* Directions for this task: Give a bare count of the lines with "leaves" in the material below.

* Materials provided:
━━━━━━━━━━━━━━━━━━━━━━━━━━━━━━

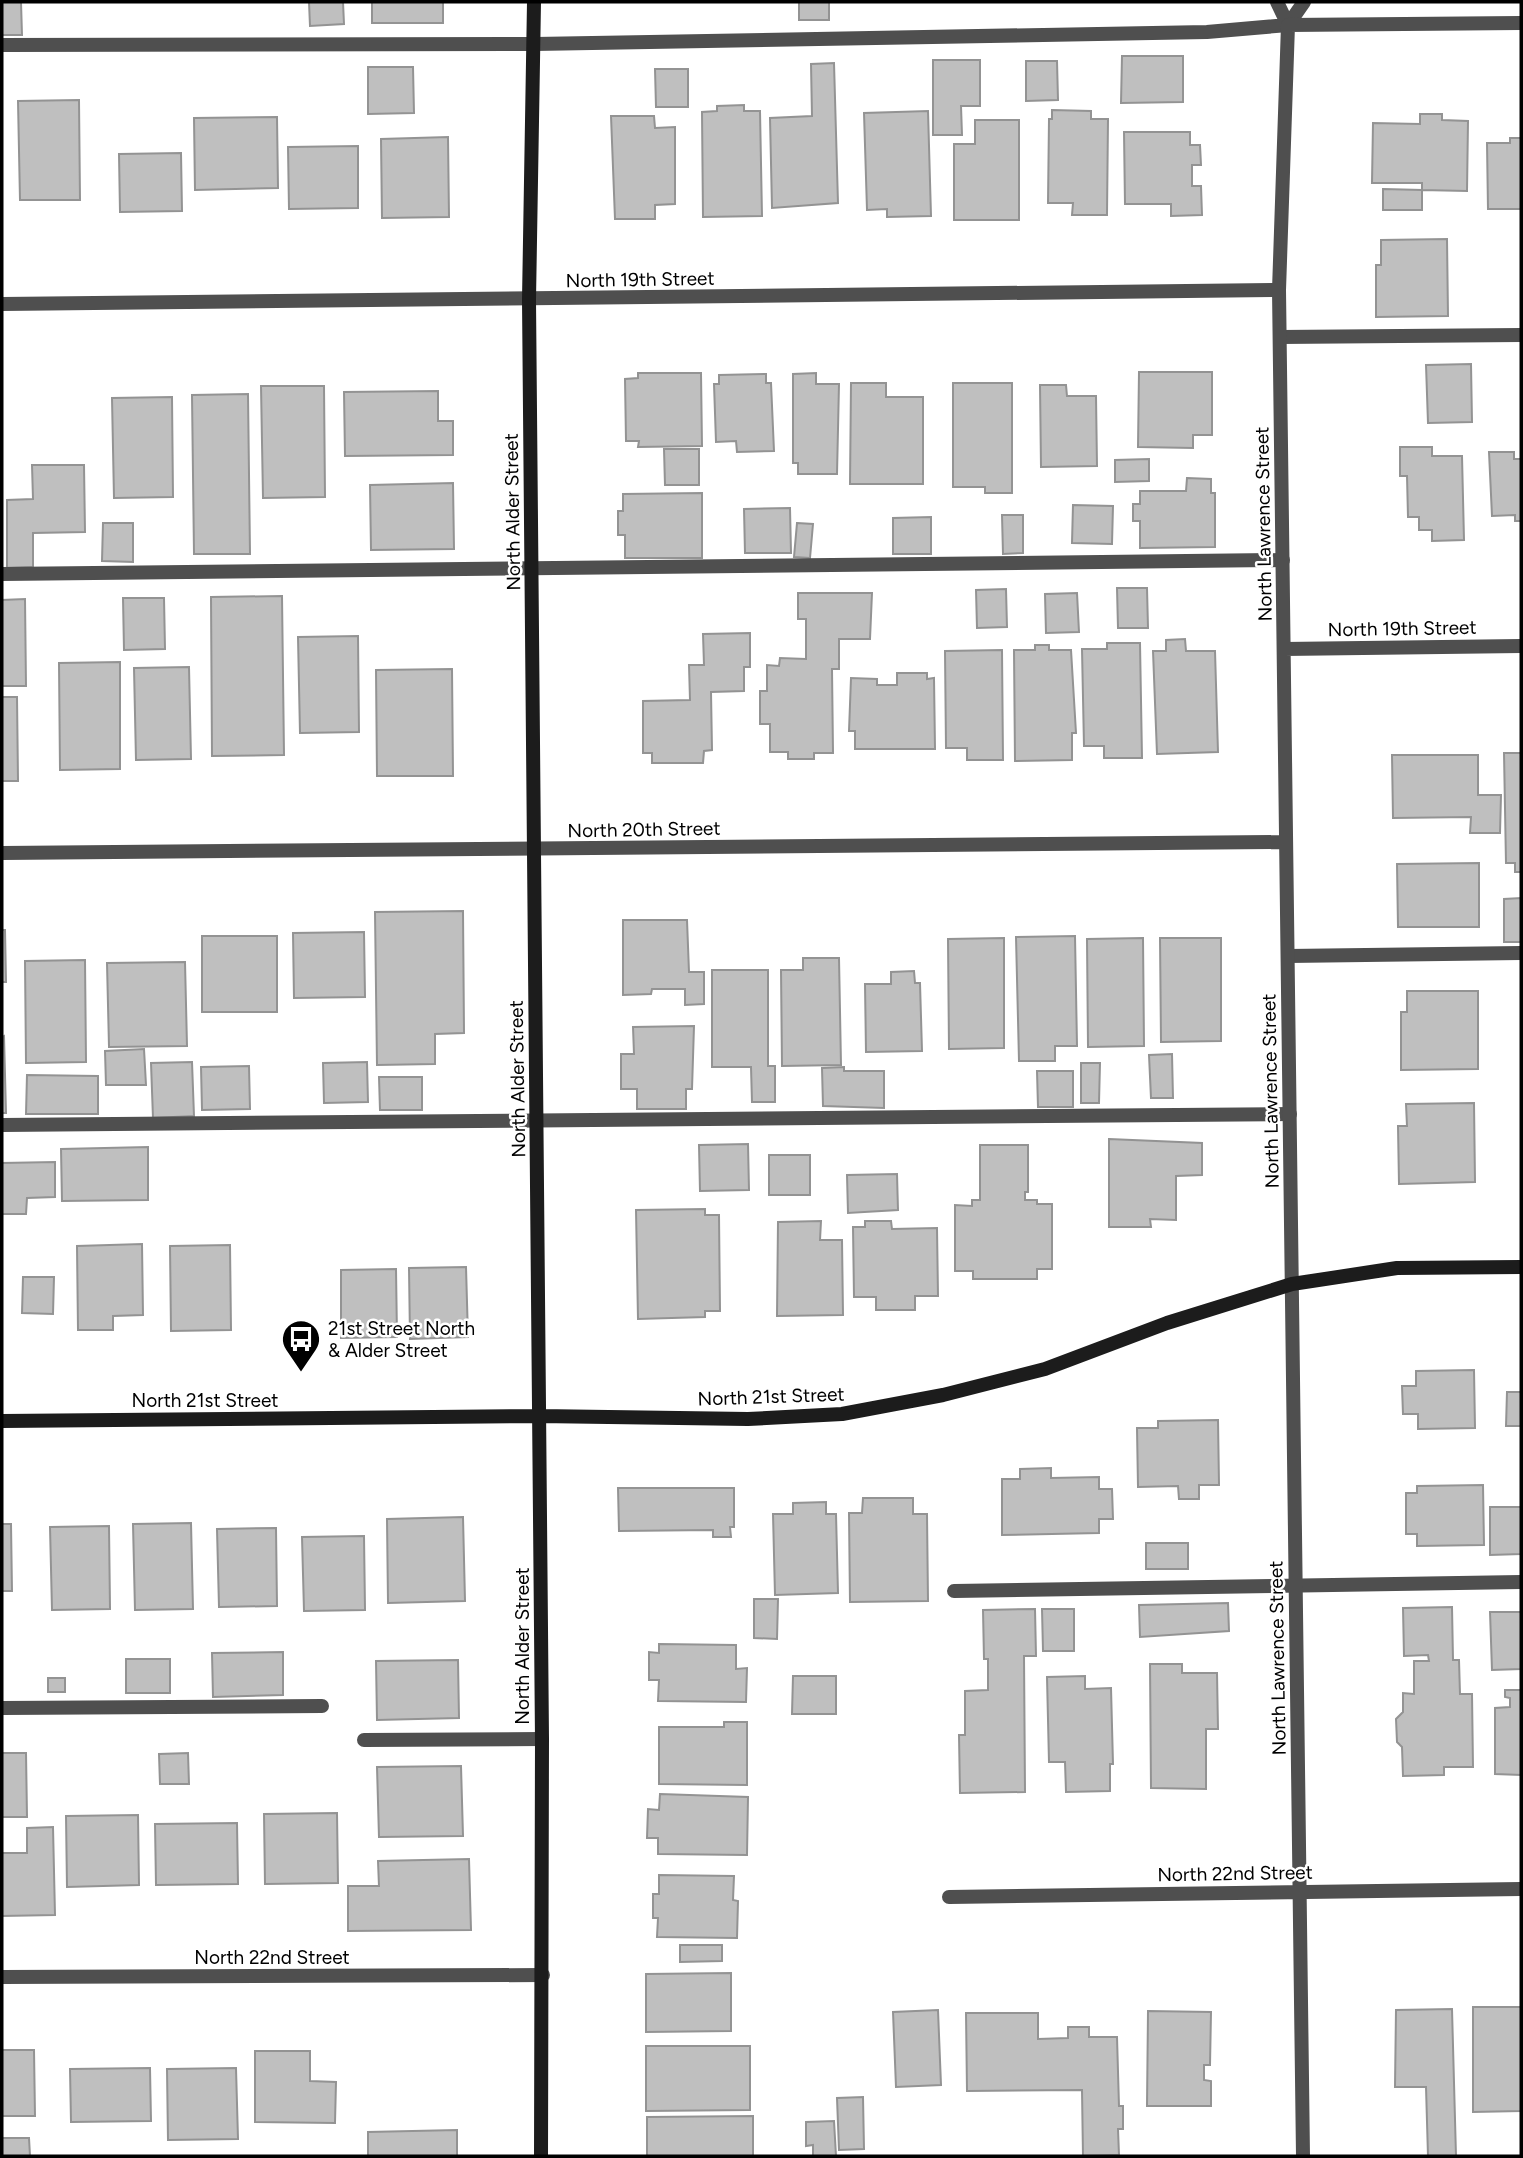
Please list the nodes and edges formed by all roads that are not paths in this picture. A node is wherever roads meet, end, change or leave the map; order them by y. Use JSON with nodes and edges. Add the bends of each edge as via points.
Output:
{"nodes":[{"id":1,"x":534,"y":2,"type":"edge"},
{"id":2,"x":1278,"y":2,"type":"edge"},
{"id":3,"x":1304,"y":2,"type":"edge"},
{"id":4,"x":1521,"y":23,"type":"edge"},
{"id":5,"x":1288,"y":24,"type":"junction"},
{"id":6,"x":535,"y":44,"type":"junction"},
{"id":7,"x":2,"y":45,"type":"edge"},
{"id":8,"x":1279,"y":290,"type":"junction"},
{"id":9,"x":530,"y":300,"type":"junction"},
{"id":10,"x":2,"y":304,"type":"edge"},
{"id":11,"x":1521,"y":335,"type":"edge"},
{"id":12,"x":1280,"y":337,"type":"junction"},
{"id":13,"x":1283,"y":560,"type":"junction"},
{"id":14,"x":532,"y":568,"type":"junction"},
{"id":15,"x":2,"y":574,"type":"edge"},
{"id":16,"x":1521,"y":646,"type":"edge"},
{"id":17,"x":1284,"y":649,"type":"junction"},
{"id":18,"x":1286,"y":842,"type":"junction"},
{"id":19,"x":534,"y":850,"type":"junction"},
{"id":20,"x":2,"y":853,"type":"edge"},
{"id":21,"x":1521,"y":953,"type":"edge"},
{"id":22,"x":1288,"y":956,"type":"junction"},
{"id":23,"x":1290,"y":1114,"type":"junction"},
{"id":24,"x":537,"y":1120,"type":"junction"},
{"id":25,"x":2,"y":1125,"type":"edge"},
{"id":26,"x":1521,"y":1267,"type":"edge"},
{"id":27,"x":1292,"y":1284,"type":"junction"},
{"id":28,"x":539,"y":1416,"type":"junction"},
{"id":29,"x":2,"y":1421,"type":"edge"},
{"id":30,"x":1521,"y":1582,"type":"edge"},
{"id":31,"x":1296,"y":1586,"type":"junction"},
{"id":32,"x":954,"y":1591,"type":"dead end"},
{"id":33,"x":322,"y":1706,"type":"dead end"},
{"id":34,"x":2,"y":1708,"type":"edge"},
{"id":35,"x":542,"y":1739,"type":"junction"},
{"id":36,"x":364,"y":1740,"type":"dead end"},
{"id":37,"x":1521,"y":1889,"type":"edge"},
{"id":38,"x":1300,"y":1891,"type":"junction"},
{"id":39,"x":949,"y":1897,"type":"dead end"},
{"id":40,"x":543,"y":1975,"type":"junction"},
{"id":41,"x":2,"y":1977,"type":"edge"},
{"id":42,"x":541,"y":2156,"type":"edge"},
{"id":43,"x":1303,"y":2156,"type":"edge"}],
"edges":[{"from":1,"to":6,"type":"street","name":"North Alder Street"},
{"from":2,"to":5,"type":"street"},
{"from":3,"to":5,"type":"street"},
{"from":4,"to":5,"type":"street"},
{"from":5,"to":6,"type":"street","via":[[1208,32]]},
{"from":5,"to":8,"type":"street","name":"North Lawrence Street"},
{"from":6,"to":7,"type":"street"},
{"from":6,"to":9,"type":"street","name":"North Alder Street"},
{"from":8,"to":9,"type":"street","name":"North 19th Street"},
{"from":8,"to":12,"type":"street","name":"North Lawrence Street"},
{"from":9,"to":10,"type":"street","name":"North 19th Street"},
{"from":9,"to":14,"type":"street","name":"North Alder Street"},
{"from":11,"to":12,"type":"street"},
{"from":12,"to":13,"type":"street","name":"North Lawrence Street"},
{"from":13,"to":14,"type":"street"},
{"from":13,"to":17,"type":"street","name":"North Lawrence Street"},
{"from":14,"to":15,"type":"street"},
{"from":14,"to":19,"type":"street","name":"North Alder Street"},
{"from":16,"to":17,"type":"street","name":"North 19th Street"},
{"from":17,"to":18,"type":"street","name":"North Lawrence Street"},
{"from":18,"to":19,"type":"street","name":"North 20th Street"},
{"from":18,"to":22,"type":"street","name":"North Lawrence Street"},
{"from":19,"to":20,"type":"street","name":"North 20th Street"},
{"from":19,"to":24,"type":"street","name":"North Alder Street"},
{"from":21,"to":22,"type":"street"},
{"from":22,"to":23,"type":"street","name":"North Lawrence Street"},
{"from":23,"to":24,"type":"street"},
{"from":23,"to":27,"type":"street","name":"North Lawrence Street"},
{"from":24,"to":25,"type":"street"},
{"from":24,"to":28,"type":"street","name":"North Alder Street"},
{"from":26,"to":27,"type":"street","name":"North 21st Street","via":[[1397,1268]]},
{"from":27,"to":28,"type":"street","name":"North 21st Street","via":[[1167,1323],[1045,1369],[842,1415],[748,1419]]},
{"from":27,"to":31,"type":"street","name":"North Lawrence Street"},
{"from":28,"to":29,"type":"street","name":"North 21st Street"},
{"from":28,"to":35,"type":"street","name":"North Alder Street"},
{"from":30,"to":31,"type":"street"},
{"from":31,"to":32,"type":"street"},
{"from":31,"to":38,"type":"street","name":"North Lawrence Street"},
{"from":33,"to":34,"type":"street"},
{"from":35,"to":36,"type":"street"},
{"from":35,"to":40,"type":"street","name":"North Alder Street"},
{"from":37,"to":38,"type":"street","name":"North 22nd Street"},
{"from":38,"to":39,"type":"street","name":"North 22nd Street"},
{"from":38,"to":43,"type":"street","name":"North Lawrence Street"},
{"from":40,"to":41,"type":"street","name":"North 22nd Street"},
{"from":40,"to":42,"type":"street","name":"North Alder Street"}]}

━━━━━━━━━━━━━━━━━━━━━━━━━━━━━━

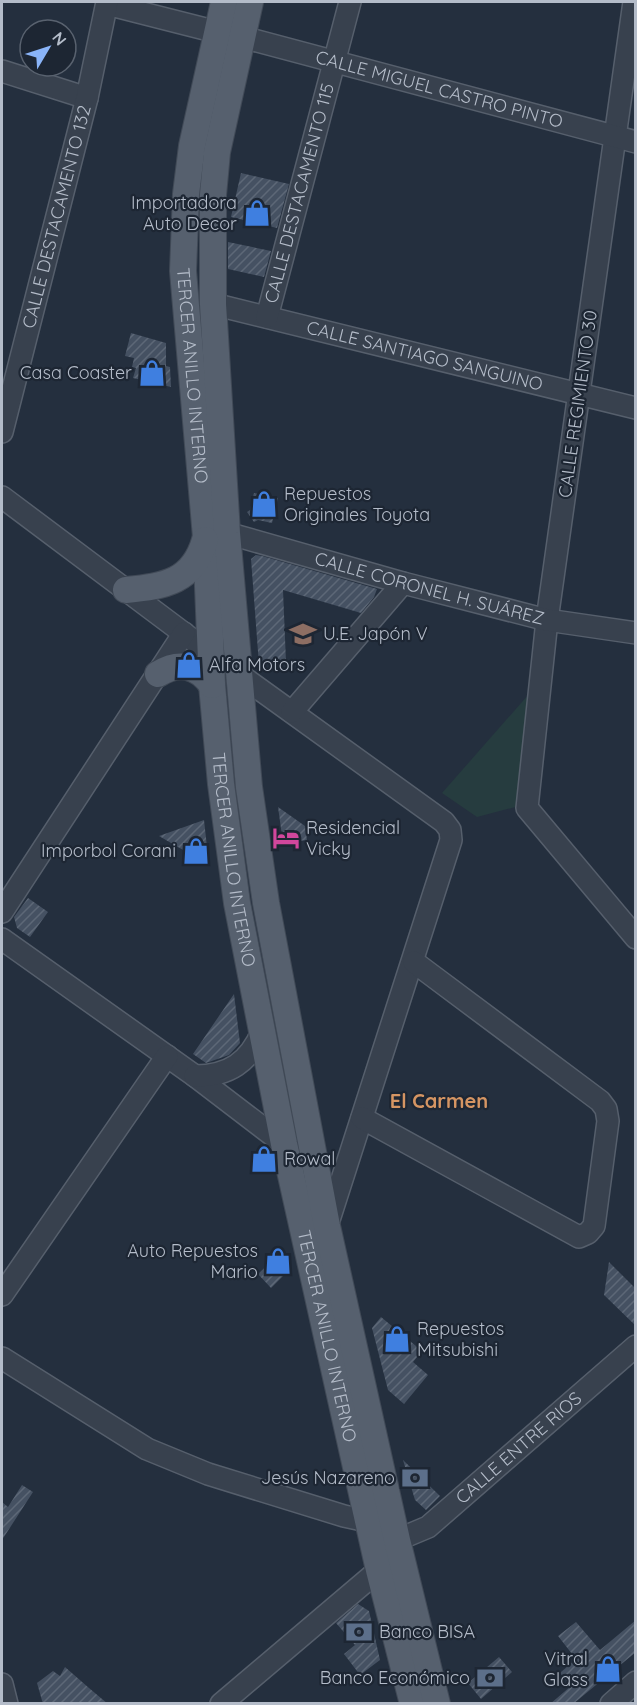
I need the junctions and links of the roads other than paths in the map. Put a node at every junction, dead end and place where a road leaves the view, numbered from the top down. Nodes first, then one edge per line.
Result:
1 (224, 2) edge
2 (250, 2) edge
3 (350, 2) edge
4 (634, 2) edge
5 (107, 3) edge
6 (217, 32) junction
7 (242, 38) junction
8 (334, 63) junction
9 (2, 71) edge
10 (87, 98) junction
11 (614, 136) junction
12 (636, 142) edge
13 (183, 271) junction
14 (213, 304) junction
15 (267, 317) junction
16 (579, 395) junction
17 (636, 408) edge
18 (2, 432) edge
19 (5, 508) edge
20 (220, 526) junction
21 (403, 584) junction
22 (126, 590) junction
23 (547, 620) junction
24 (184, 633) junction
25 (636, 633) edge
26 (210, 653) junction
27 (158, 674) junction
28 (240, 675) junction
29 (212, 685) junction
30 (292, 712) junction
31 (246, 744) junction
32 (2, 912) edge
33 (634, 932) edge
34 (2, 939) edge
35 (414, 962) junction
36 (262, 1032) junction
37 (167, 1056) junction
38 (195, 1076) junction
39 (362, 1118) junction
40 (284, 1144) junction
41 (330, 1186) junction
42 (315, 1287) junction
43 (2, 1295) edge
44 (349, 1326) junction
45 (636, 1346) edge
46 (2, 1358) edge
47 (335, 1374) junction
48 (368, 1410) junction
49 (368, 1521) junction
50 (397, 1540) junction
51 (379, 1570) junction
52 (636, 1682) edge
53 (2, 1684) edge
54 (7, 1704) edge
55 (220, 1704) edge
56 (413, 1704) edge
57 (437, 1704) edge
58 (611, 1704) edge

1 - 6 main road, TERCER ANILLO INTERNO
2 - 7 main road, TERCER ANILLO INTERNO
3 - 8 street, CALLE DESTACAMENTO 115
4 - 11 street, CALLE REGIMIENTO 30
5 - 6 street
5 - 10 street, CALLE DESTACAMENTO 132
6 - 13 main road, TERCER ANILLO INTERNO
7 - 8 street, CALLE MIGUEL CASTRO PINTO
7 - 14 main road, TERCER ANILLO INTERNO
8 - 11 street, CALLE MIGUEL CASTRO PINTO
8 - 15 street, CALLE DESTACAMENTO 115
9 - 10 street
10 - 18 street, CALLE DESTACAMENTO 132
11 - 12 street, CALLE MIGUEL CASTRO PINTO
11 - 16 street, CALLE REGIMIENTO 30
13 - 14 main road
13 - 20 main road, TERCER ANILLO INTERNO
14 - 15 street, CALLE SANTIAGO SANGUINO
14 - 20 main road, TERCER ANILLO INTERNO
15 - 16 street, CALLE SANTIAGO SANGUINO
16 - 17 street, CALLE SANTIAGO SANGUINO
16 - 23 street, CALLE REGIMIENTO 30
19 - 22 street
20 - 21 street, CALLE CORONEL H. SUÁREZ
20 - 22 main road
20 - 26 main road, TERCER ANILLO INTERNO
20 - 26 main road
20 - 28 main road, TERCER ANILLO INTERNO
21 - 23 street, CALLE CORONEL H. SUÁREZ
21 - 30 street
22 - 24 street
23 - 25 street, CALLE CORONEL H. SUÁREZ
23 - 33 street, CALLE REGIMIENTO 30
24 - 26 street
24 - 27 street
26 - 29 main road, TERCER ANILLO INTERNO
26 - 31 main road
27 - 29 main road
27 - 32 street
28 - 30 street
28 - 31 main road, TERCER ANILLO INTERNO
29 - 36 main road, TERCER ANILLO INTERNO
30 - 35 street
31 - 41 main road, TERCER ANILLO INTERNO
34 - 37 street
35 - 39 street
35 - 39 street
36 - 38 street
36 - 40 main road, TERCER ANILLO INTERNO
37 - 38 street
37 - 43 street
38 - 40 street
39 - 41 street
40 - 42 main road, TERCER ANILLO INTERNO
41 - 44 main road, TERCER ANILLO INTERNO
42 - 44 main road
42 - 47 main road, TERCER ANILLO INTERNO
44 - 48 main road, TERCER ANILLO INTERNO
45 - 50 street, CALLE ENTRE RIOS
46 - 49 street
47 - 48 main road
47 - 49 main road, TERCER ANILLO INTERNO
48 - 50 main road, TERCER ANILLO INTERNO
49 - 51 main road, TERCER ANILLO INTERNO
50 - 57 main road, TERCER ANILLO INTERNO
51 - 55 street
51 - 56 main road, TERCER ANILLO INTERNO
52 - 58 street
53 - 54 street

━━━━━━━━━━━━━━━━━━━━━━━━━━━━━━

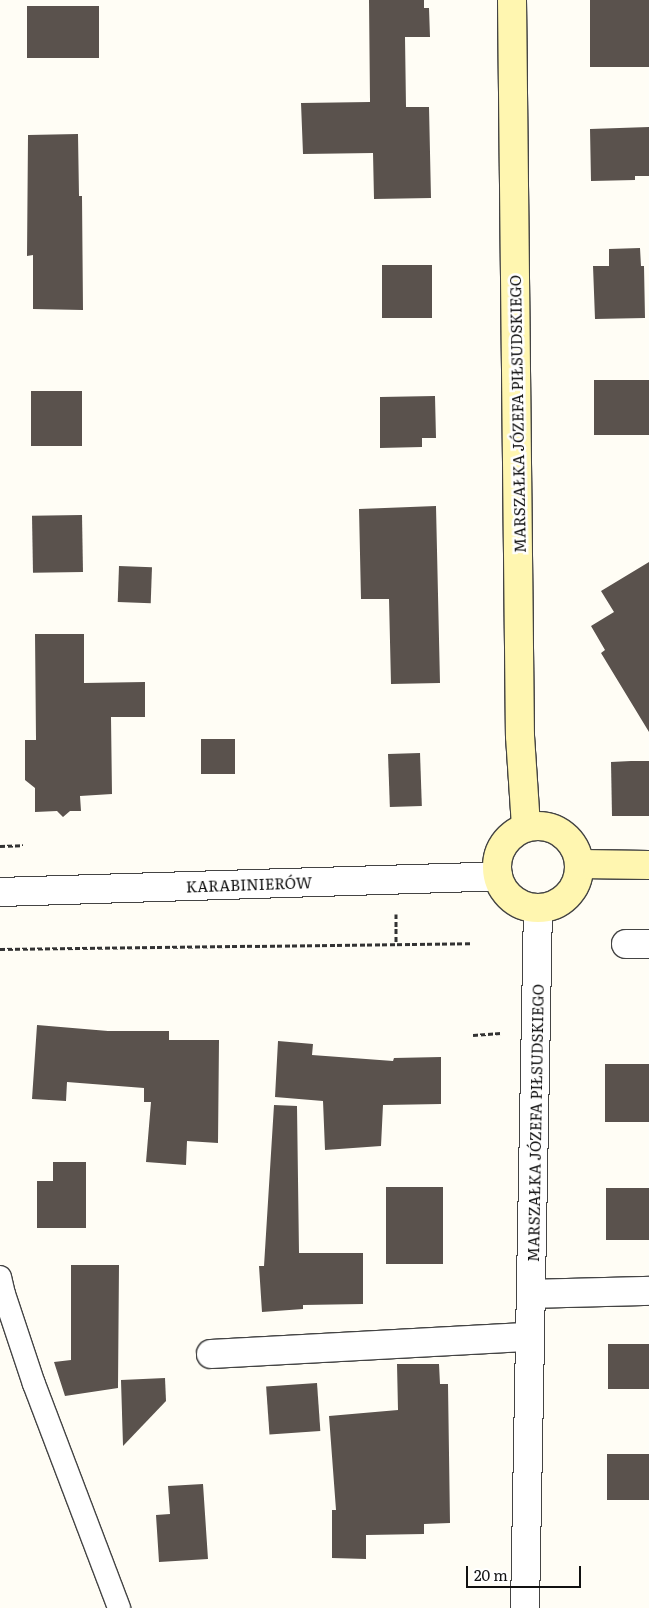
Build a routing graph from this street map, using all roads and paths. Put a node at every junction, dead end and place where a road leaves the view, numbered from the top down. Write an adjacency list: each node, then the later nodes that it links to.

━━━━━━━━━━━━━━━━━━━━━━━━━━━━━━

* Written answer: 2